(Data listing begins)

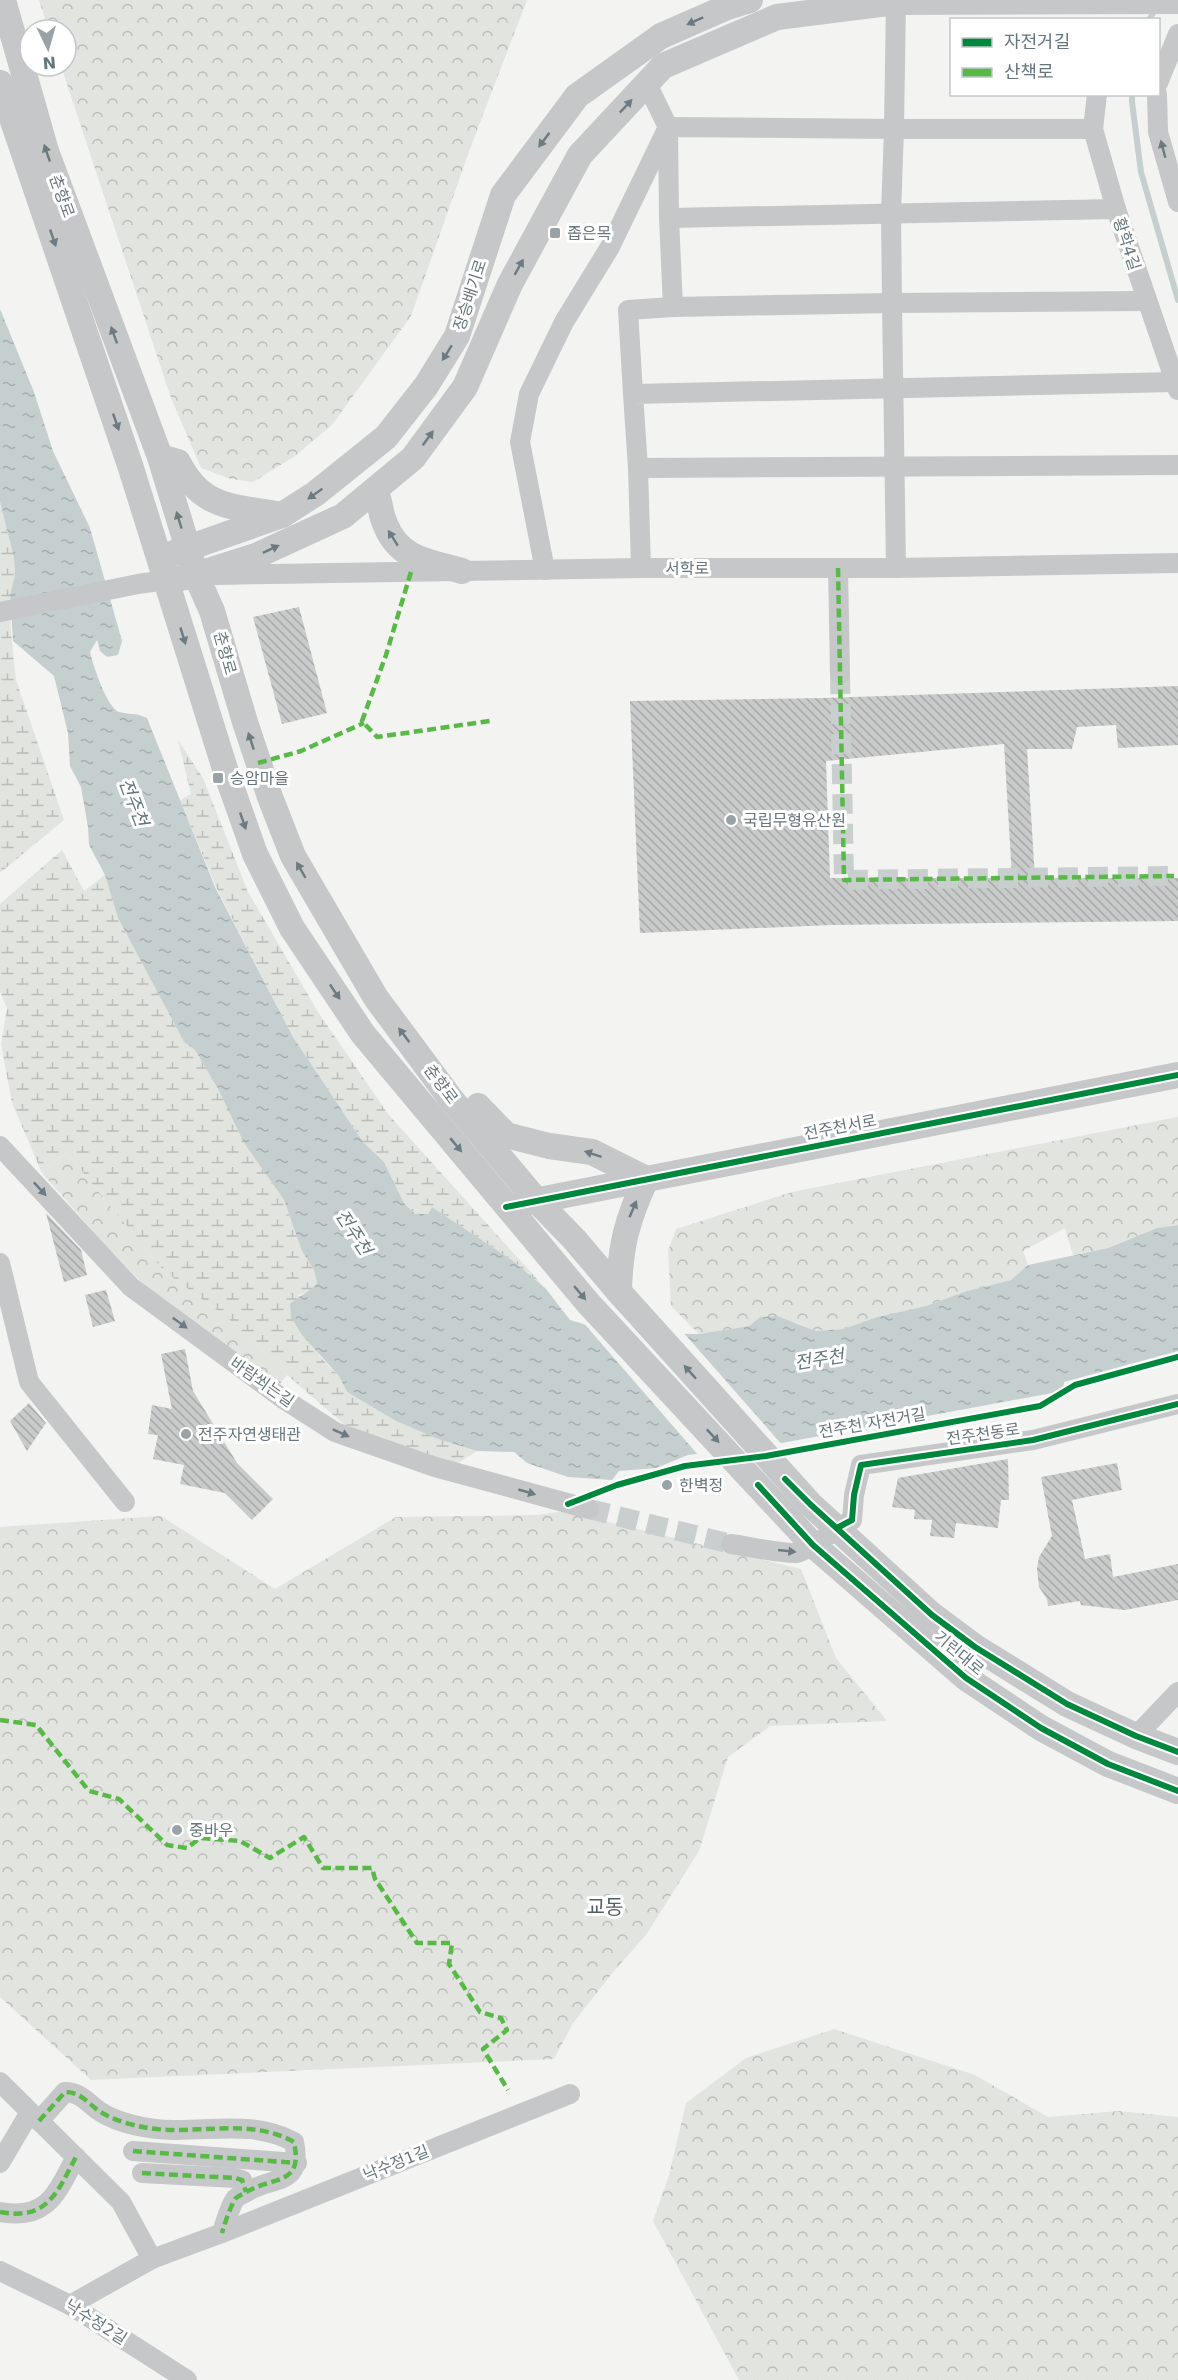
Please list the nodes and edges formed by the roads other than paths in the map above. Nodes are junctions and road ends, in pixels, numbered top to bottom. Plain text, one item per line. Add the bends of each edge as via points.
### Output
1 (3, 0) edge
2 (748, 0) edge
3 (1118, 0) edge
4 (896, 1) edge
5 (1178, 1) edge
6 (1108, 18) edge
7 (1178, 34) edge
8 (1160, 78) edge
9 (0, 83) edge
10 (647, 84) junction
11 (1097, 96) edge
12 (1157, 96) edge
13 (668, 127) junction
14 (894, 129) junction
15 (1093, 129) junction
16 (1178, 202) edge
17 (1116, 209) junction
18 (891, 213) junction
19 (669, 218) junction
20 (1146, 301) junction
21 (892, 303) junction
22 (673, 307) junction
23 (1172, 339) edge
24 (1177, 386) edge
25 (895, 388) junction
26 (633, 394) junction
27 (160, 457) junction
28 (895, 465) junction
29 (1178, 465) edge
30 (638, 468) junction
31 (375, 490) junction
32 (282, 515) junction
33 (188, 549) junction
34 (1178, 563) edge
35 (641, 568) junction
36 (838, 568) junction
37 (896, 568) junction
38 (162, 569) junction
39 (545, 570) junction
40 (462, 572) junction
41 (196, 575) junction
42 (0, 612) edge
43 (840, 674) tunnel mouth
44 (1178, 1075) edge
45 (452, 1099) junction
46 (0, 1146) edge
47 (646, 1179) junction
48 (536, 1200) junction
49 (507, 1207) junction
50 (0, 1263) edge
51 (619, 1292) junction
52 (1178, 1404) edge
53 (758, 1485) joint
54 (125, 1502) dead end
55 (589, 1509) tunnel mouth
56 (837, 1528) junction
57 (731, 1544) tunnel mouth
58 (813, 1545) junction
59 (1178, 1692) edge
60 (1136, 1736) junction
61 (1178, 1752) edge
62 (1178, 1791) edge
63 (0, 2082) edge
64 (570, 2094) dead end
65 (35, 2116) junction
66 (133, 2151) dead end
67 (76, 2157) junction
68 (0, 2163) edge
69 (297, 2163) junction
70 (142, 2174) dead end
71 (246, 2192) junction
72 (0, 2212) edge
73 (222, 2233) junction
74 (152, 2259) junction
75 (0, 2271) edge
76 (70, 2305) junction
77 (187, 2380) edge

27 -> 1 street, 춘향로 via 46,151
2 -> 32 street, 장승배기로 via 661,36 577,96 503,195 457,336 426,386 386,437
3 - 4 street
3 - 5 street
3 - 6 street
4 - 10 street via 777,17 663,66
4 - 14 street
7 - 8 street
9 -> 38 street, 춘향로
10 - 13 street
31 -> 10 street via 413,458 465,387 510,284 580,155
11 - 15 street, 황학4길
16 -> 12 street via 1158,132
13 - 14 street
13 - 19 street
13 - 39 street via 610,247 564,322 529,394 520,442
14 - 15 street
14 - 18 street
15 - 17 street, 황학4길
17 - 18 street
17 - 20 street, 황학4길
18 - 19 street
18 - 21 street
19 - 22 street
20 - 21 street
20 - 23 street, 황학4길
21 - 22 street
21 - 25 street
22 - 26 street via 628,310
23 - 24 street, 황학4길
24 - 25 street
25 - 26 street
25 - 28 street
26 - 30 street
27 - 32 street via 178,462 187,481 212,500
33 -> 27 street, 춘향로
28 - 29 street
28 - 30 street
28 - 37 street
30 - 35 street
40 -> 31 street via 415,557 395,544
41 -> 31 street via 256,556 343,516
32 - 33 street, 장승배기로
33 - 38 street, 장승배기로
33 - 41 street, 춘향로
34 - 37 street, 서학로
35 - 36 street, 서학로
35 - 39 street, 서학로
36 - 37 street, 서학로
36 - 43 street
38 - 41 street
38 - 42 street via 138,584
38 -> 49 street, 춘향로 via 255,854 292,928 363,1034
39 - 40 street, 서학로
40 - 41 street, 서학로
45 -> 41 street, 춘향로 via 376,998 293,856 245,722 213,611
44 - 47 street, 전주천서로
47 -> 45 street via 592,1152 506,1135 466,1094
45 - 48 street, 춘향로
46 -> 55 street, 바람쐬는길 via 131,1287 335,1432 435,1467
47 - 48 street, 전주천서로
51 -> 47 street via 629,1216
48 - 49 street, 전주천서로
48 - 51 street, 춘향로
49 -> 53 street, 춘향로 via 588,1303
50 - 54 street via 29,1382
56 -> 51 street, 기린대로 via 785,1479
52 - 56 street, 전주천동로 via 1033,1440 861,1465 852,1520
53 - 58 street, 기린대로
56 - 58 street
56 - 60 street, 기린대로 via 932,1615 975,1647 1067,1704
57 -> 58 street via 796,1553
58 - 62 street, 기린대로 via 966,1678 1041,1728 1108,1764
59 - 60 street
60 - 61 street, 기린대로
63 - 65 street
64 - 73 street, 낙수정1길
65 - 67 street
65 - 68 street
65 - 69 street via 65,2092 75,2092 106,2115 143,2127 232,2128 283,2136 294,2142
66 - 69 street
67 - 72 street via 47,2205 24,2213
67 - 74 street via 121,2202
69 - 71 street via 288,2175
70 - 71 street via 235,2178 242,2180
71 - 73 street via 236,2198
73 - 74 street, 낙수정1길
74 - 76 street, 낙수정1길
75 - 76 street, 낙수정2길
76 - 77 street, 낙수정2길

(Data listing ends)

Across the data, find each line that has "전주천서로" in it and copy that line.

Task answer
44 - 47 street, 전주천서로
47 - 48 street, 전주천서로
48 - 49 street, 전주천서로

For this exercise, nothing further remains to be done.